A new graduate training program at the University of Alabama at Birmingham (UAB) aims to train a highly skilled workforce that would apply nanoscale materials to biosensors for early diagnosis of diseases, biomedical implants and regenerative medicine.

March 20, 2008

Skilled workforce is needed to realize clinical applications of nanoscale materials

Applications include biomedical implants

• Nanoscale materials are assembled at the scale of one-billionth of a meter

• Grant includes the schools of Natural Sciences and Mathematics, Medicine and Engineering

• Training grant is a first of its kind for Alabama

BIRMINGHAM, Ala. - A new graduate training program at the University of Alabama at Birmingham (UAB) aims to train a highly skilled workforce that would apply nanoscale materials to biosensors for early diagnosis of diseases, biomedical implants and regenerative medicine.
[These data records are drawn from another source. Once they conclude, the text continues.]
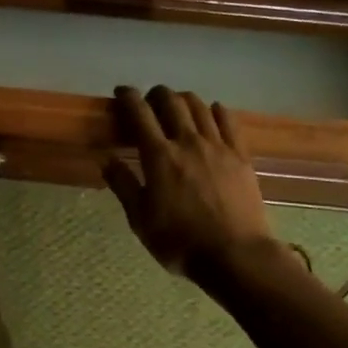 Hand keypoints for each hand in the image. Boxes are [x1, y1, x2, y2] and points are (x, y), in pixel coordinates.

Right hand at [102, 85, 275, 279]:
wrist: (235, 255)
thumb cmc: (180, 241)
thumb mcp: (140, 220)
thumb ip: (123, 185)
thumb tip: (106, 159)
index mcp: (159, 156)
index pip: (139, 114)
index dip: (128, 97)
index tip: (121, 92)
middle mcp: (188, 142)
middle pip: (171, 102)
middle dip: (157, 94)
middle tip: (149, 100)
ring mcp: (218, 146)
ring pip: (200, 106)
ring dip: (184, 99)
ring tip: (178, 105)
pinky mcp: (241, 155)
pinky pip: (228, 121)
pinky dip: (216, 110)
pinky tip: (212, 112)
The first four students recently began their study and research in the training program, titled Nanotechnology in Biosensors and Bioengineering. The interdisciplinary program is funded by a five-year $645,830 institutional training grant awarded by the National Institutes of Health (NIH) - National Institute of Biomedical Imaging and Bioengineering (NIBIB). This is the first pre-doctoral training program in Alabama to be funded by the (NIBIB). Yogesh Vohra, Ph.D., UAB Department of Physics and director of the UAB Center for Nanoscale Materials and Biointegration (CNMB), is the principal investigator on the grant, which crosses multiple departments in the schools of Natural Sciences and Mathematics, Medicine and Engineering.

"The program's goal is to reduce the time from discovery of a new nanotechnology tool or material to its application in medical devices, tissue engineering and biosensors," Vohra said. "Students are expected to take interdisciplinary courses in this program in order to take nanotechnology from design to clinical application."

Some of the projects students are working on with faculty include:

  • Vascular grafts: Using polymers containing nano-fibers
  • Therapeutic applications: Using nanoparticles to deliver a drug to a tumor site inside a body
  • Biomedical implants: Applying coatings made of nanomaterials to implants to reduce the wear of the surface, the reason why most implants fail

Nanoscale materials are assembled at the scale of one billionth of a meter and they exhibit fundamentally different physical, chemical and biological properties. The enhanced properties of materials due to nanostructuring will play a key role in future advances in materials research, scaffolds for tissue engineering, novel materials and coatings for biointegration, nanoparticles for biomedical imaging and biomarkers of diseases.

The NIBIB is an Institute within the National Institutes of Health (NIH) devoted to merging the physical and biological sciences to accelerate the discovery and development of new technologies that prevent illnesses or treat them when they do strike.

Other co-investigators include Susan Bellis, associate professor of the Department of Physiology and Biophysics, David Graves, Ph.D., chair of the Department of Chemistry. School of Natural Sciences and Mathematics; Gregg Janowski, Ph.D., Department of Materials Science and Engineering, School of Engineering; and Tim Wick, Ph.D., chair of the Department of Biomedical Engineering, School of Engineering.

The four students are:

  • Anna Lauren Rast of Hoover - Ph.D. program in Physics, mentor - Andrei Stanishevsky, Ph.D.
  • Joel M. Anderson of Anderson, S.C. - Ph.D. program in Biomedical Engineering, mentor - Ho-Wook Jun, Ph.D.
  • Jason S. Hudson of Jackson, Tenn. - Ph.D. program in Chemistry, mentor - David Graves, Ph.D.
  • William C. Clem of Athens, Ga. - Ph.D. program in Biomedical Engineering, mentor Susan Bellis, Ph.D., and Yogesh Vohra, Ph.D.